* **Brief**
Would you write out all of the entries below, exactly as they stand?

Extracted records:
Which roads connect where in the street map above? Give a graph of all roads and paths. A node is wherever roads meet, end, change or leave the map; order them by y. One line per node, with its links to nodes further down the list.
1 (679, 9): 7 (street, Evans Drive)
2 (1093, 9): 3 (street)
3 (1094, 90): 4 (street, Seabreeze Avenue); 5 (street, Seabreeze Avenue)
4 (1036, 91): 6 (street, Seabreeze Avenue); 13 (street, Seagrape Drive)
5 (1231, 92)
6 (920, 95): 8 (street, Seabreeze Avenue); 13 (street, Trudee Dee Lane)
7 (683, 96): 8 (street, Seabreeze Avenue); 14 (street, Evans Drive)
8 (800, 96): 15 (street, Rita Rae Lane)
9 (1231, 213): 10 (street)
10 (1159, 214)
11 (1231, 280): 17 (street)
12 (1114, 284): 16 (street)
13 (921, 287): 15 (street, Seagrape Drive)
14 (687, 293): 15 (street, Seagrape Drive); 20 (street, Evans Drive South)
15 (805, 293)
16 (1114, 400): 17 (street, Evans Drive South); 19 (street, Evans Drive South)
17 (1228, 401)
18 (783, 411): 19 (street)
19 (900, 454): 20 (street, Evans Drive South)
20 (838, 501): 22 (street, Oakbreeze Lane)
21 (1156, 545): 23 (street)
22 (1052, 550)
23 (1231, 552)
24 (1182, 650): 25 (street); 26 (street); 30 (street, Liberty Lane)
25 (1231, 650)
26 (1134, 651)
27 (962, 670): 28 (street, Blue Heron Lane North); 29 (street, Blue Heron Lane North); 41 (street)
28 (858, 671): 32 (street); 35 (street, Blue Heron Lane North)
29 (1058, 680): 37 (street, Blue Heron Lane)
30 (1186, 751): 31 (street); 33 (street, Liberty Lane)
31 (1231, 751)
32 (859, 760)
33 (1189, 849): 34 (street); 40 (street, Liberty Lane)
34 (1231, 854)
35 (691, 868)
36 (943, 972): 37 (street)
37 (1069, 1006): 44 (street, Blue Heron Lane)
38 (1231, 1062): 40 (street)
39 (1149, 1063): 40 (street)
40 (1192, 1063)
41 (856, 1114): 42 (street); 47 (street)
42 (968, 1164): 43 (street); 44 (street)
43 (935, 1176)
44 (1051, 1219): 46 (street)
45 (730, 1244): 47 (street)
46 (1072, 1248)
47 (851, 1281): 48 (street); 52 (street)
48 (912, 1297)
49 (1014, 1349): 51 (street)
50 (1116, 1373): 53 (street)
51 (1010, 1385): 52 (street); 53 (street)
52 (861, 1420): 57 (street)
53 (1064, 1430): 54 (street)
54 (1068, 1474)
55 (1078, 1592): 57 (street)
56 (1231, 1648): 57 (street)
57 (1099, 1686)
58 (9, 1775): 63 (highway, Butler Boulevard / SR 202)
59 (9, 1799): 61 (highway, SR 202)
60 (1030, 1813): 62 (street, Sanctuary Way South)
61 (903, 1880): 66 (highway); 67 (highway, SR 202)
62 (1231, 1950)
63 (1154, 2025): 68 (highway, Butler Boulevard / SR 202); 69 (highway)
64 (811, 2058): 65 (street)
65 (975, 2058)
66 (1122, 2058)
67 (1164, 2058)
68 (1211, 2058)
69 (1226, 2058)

* **Reply**
Which roads connect where in the street map above? Give a graph of all roads and paths. A node is wherever roads meet, end, change or leave the map; order them by y. One line per node, with its links to nodes further down the list.
1 (679, 9): 7 (street, Evans Drive)
2 (1093, 9): 3 (street)
3 (1094, 90): 4 (street, Seabreeze Avenue); 5 (street, Seabreeze Avenue)
4 (1036, 91): 6 (street, Seabreeze Avenue); 13 (street, Seagrape Drive)
5 (1231, 92)
6 (920, 95): 8 (street, Seabreeze Avenue); 13 (street, Trudee Dee Lane)
7 (683, 96): 8 (street, Seabreeze Avenue); 14 (street, Evans Drive)
8 (800, 96): 15 (street, Rita Rae Lane)
9 (1231, 213): 10 (street)
10 (1159, 214)
11 (1231, 280): 17 (street)
12 (1114, 284): 16 (street)
13 (921, 287): 15 (street, Seagrape Drive)
14 (687, 293): 15 (street, Seagrape Drive); 20 (street, Evans Drive South)
15 (805, 293)
16 (1114, 400): 17 (street, Evans Drive South); 19 (street, Evans Drive South)
17 (1228, 401)
18 (783, 411): 19 (street)
19 (900, 454): 20 (street, Evans Drive South)
20 (838, 501): 22 (street, Oakbreeze Lane)
21 (1156, 545): 23 (street)
22 (1052, 550)
23 (1231, 552)
24 (1182, 650): 25 (street); 26 (street); 30 (street, Liberty Lane)
25 (1231, 650)
26 (1134, 651)
27 (962, 670): 28 (street, Blue Heron Lane North); 29 (street, Blue Heron Lane North); 41 (street)
28 (858, 671): 32 (street); 35 (street, Blue Heron Lane North)
29 (1058, 680): 37 (street, Blue Heron Lane)
30 (1186, 751): 31 (street); 33 (street, Liberty Lane)
31 (1231, 751)
32 (859, 760)
33 (1189, 849): 34 (street); 40 (street, Liberty Lane)
34 (1231, 854)
35 (691, 868)
36 (943, 972): 37 (street)
37 (1069, 1006): 44 (street, Blue Heron Lane)
38 (1231, 1062): 40 (street)
39 (1149, 1063): 40 (street)
40 (1192, 1063)
41 (856, 1114): 42 (street); 47 (street)
42 (968, 1164): 43 (street); 44 (street)
43 (935, 1176)
44 (1051, 1219): 46 (street)
45 (730, 1244): 47 (street)
46 (1072, 1248)
47 (851, 1281): 48 (street); 52 (street)
48 (912, 1297)
49 (1014, 1349): 51 (street)
50 (1116, 1373): 53 (street)
51 (1010, 1385): 52 (street); 53 (street)
52 (861, 1420): 57 (street)
53 (1064, 1430): 54 (street)
54 (1068, 1474)
55 (1078, 1592): 57 (street)
56 (1231, 1648): 57 (street)
57 (1099, 1686)
58 (9, 1775): 63 (highway, Butler Boulevard / SR 202)
59 (9, 1799): 61 (highway, SR 202)
60 (1030, 1813): 62 (street, Sanctuary Way South)
61 (903, 1880): 66 (highway); 67 (highway, SR 202)
62 (1231, 1950)
63 (1154, 2025): 68 (highway, Butler Boulevard / SR 202); 69 (highway)
64 (811, 2058): 65 (street)
65 (975, 2058)
66 (1122, 2058)
67 (1164, 2058)
68 (1211, 2058)
69 (1226, 2058)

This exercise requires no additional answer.